In network discussions (on sci.astro on the Internet) of the exploded planet hypothesis, respondents have continued to raise objections about associating the explosion of a major planet in the asteroid belt – astronomically dated at 3.2 million years ago (Ma) – with the K/T boundary in stratigraphic layers on Earth – geologically dated at 65 Ma – because of the date discrepancy. Extensive evidence for the exploded planet hypothesis (eph) was presented in Dark Matter, Missing Planets and New Comets. This date discrepancy is one of only two lines of evidence, out of over one hundred, that does not fit the hypothesis.

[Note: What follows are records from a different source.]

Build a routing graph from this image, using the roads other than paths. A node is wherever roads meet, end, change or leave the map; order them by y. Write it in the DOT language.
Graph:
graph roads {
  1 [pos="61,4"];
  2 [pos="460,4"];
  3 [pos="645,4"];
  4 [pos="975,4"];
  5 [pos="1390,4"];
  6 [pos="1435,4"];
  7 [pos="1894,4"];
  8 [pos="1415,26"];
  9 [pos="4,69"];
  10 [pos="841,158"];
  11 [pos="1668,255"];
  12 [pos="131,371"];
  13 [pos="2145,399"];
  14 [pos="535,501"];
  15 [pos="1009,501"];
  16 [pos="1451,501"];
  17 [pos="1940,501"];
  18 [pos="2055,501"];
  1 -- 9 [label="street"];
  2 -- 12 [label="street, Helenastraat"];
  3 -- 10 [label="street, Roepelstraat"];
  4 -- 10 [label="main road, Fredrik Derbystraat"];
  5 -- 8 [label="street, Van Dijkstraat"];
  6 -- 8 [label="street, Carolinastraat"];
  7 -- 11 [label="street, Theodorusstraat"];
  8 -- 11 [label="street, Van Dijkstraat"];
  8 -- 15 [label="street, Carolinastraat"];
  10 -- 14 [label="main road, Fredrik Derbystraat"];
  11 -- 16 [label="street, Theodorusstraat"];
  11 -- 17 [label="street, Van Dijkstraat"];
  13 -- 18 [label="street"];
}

As readers will be aware, the eph predicts a priori almost all the phenomena known to be associated with the K/T boundary event. For example (thanks to S Krueger for some items on this list):

• far more iridium than can be explained by terrestrial processes or slow accretion from space
• other siderophile elements, consistent with one or more major impacts
• microtectites in the boundary clay
• a verified global extent and discreteness
• shocked quartz well beyond what volcanism can produce
• abundant carbon ash
• mass extinctions occurring mainly within inches below the boundary layer
• “event beds” around the Caribbean Sea
• numerous “hot zones” of radioactivity at the top of the Cretaceous
• the Deccan Traps, and the onset of an extended period of unparalleled global volcanism
• atmospheric and ocean compositional changes
• a single global fire

However, the dating of the eph and the K/T boundary event continue to differ by an amount too large for a reconciliation through any known mechanism. The geological dating of the K/T event at 65 Ma by radiometry is confirmed by multiple independent methods yielding similar dates, which makes calibration errors in using the method unlikely. I considered that radiation from the explosion might have falsified the radiometric clocks in rocks used for this dating. But it is difficult to invent a realistic scenario in which the stratigraphic layers on Earth both below and above the K/T boundary layer, typically 5 km below the Earth’s present surface, could still show a continuous pattern of radiometric ages from zero near the present surface to hundreds of millions of years at depths greater than the K/T boundary. So I then considered the possibility that all rocks suitable for radiometric dating originated on the planet that exploded, and simply mixed with a large amount of inert terrestrial matter on impact. However, the predicted discontinuity of radiometric dates at the K/T boundary under that scenario is not observed.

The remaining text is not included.